La route Lomé-Vogan-Anfoin rebaptisée par la population la route « Ayassor - Gnofam - Ceco » à cause des rétro-commissions de 10 milliards de FCFA perçues par les ministres Adji Otèth Ayassor (g) et Ninsao Gnofam (c) sur le budget initial de 26 milliards de FCFA du projet de réfection de cette route par CECEGroup de Constantin Amouzou (d)| Infog : Liberté
La route Lomé-Vogan-Anfoin rebaptisée par la population la route « Ayassor – Gnofam – Ceco » à cause des rétro-commissions de 10 milliards de FCFA perçues par les ministres Adji Otèth Ayassor (g) et Ninsao Gnofam (c) sur le budget initial de 26 milliards de FCFA du projet de réfection de cette route par CECEGroup de Constantin Amouzou (d)| Infog : Liberté

Le Togo est l’un des pays de sous les tropiques où tout peut se passer et où tous les puissants peuvent tout se permettre. Nul ne pourra reprendre quiconque osera soupçonner Houngbo d’être l’un des parrains de cette entreprise à laquelle il a donné un marché d’une valeur de plus de 18 milliards, fait qui n’est que la suite de plusieurs autres précédents.

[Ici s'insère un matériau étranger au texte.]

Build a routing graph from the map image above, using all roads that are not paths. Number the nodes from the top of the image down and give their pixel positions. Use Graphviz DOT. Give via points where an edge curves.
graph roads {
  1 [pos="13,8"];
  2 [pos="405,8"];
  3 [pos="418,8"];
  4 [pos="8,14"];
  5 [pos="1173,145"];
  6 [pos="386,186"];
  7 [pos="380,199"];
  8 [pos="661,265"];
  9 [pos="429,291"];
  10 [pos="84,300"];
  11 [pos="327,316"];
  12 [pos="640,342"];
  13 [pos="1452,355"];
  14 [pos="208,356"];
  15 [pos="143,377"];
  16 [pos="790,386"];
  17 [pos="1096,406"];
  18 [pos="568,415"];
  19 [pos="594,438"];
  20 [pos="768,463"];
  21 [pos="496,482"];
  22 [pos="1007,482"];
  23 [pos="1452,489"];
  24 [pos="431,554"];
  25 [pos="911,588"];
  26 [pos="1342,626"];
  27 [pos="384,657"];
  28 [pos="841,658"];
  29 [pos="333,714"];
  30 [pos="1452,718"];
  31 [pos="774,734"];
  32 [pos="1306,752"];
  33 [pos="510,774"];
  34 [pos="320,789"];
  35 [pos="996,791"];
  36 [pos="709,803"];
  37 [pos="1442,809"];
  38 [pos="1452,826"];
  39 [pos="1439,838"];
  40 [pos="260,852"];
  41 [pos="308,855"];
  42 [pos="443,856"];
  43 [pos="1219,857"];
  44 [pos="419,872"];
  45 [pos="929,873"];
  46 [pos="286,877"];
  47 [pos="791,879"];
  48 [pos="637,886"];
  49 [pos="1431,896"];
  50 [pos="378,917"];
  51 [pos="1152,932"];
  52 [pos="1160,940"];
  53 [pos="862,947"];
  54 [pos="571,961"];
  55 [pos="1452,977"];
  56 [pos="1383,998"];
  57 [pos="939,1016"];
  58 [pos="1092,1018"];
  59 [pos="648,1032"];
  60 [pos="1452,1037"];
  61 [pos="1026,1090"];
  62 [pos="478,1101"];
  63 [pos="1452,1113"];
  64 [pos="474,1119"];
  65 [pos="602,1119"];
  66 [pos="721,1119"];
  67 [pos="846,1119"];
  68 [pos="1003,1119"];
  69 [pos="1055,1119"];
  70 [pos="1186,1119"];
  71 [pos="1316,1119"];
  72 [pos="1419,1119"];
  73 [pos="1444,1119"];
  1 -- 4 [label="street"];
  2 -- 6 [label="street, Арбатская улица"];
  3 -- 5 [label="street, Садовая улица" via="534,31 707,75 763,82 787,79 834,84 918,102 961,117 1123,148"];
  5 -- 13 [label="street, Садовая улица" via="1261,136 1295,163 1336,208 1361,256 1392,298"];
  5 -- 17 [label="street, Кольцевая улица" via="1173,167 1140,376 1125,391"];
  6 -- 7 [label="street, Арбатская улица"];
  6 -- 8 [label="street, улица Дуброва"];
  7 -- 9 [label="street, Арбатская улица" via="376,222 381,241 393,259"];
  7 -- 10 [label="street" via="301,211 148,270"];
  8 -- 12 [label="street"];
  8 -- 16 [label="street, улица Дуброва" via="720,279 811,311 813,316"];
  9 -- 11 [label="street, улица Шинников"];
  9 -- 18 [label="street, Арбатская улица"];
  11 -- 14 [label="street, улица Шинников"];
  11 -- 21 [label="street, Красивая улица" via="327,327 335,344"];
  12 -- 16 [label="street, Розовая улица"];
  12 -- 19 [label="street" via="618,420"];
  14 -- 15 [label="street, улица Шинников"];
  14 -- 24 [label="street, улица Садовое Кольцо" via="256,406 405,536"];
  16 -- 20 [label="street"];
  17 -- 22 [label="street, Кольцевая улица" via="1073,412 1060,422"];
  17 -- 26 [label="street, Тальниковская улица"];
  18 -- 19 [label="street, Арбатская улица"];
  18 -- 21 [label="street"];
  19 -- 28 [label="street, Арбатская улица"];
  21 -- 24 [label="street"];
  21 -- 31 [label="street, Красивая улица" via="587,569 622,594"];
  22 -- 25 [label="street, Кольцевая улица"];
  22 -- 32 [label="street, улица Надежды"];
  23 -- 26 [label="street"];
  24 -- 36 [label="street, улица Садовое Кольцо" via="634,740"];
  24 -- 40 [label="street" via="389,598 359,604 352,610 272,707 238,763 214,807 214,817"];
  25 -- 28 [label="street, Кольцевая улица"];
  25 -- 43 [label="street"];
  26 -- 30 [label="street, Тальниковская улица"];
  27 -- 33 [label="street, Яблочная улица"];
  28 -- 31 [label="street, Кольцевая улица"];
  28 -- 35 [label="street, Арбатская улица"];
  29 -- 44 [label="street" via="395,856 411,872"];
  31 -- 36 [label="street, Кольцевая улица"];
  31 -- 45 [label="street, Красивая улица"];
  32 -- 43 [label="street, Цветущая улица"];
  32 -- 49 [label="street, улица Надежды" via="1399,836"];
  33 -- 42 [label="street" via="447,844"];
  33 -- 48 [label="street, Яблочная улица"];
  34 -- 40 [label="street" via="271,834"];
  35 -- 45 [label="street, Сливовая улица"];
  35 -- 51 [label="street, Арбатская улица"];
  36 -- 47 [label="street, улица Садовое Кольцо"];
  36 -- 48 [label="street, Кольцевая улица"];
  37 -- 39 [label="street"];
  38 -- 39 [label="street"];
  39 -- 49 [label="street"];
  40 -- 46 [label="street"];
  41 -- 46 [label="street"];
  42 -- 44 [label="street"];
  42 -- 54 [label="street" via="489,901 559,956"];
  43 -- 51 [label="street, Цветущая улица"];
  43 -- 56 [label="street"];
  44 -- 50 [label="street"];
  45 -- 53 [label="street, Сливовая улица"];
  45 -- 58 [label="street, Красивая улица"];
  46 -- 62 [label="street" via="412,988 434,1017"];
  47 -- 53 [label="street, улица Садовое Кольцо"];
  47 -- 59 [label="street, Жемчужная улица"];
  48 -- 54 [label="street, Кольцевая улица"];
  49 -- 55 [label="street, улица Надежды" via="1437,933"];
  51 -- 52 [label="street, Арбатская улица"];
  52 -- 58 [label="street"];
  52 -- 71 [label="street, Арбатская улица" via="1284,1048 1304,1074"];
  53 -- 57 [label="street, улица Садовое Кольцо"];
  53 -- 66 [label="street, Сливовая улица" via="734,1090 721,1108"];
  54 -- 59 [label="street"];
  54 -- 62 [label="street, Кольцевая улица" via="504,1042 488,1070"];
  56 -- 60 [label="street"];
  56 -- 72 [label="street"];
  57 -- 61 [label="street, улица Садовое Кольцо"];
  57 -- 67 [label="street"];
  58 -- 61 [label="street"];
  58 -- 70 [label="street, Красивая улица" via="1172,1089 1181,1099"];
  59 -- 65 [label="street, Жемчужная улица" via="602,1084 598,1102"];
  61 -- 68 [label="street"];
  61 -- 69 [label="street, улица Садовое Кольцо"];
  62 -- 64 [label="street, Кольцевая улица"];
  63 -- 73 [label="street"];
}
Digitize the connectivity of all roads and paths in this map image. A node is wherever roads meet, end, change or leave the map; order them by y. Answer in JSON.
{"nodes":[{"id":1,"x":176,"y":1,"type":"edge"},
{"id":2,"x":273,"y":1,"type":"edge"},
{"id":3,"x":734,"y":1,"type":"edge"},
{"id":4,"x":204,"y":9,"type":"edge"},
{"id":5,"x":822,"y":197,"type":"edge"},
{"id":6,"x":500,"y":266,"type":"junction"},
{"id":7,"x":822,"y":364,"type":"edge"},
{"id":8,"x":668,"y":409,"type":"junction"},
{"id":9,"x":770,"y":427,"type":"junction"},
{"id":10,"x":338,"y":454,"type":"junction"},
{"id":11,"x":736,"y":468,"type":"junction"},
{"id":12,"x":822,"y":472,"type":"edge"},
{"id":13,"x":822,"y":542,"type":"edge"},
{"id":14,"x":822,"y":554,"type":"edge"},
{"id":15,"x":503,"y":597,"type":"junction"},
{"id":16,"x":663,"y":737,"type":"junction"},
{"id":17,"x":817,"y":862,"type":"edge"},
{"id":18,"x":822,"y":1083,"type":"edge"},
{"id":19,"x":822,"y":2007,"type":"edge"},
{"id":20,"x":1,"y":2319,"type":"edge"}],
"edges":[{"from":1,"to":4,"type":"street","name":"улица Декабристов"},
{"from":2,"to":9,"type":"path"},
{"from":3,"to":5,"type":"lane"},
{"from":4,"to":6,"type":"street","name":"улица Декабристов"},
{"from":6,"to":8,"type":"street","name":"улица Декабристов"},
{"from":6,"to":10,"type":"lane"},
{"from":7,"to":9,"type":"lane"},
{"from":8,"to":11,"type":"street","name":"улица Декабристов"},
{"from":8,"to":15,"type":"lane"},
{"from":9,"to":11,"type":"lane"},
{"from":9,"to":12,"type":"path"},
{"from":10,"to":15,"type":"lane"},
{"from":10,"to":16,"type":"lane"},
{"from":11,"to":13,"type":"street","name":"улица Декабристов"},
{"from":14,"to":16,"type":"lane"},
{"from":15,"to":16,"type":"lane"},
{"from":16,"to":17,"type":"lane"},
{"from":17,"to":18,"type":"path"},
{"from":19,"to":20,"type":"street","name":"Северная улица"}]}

« Apparemment, en ce qui concerne l’attribution de ce marché, on aurait pu croire, à première vue, que tout s’était passé normalement. Mais attention, il ne faut pas se leurrer. Est-ce que ce marché de 18. 176. 268. 509 FCFA a été attribué suite à un appel d’offre en bonne et due forme ? Qu’il nous soit permis d’en douter. Si on a donné un marché de 18 milliards concernant trois rues à CECO-BTP dont nous connaissons les bailleurs de fonds qui agissent en sous mains, il y a quelque part un problème. Il n’est pas sain qu’un ministre en fonction dont nous taisons le nom pour le moment soit le tuteur du point A au point M jusqu’au point Z d’une entreprise de BTP qui cueille comme, du fruit mûr, un marché de cette importance au nez et à la barbe de ses concurrents », écrit l’hebdomadaire « Le Combat du Peuple » dans son édition n°695 du 24 octobre 2011.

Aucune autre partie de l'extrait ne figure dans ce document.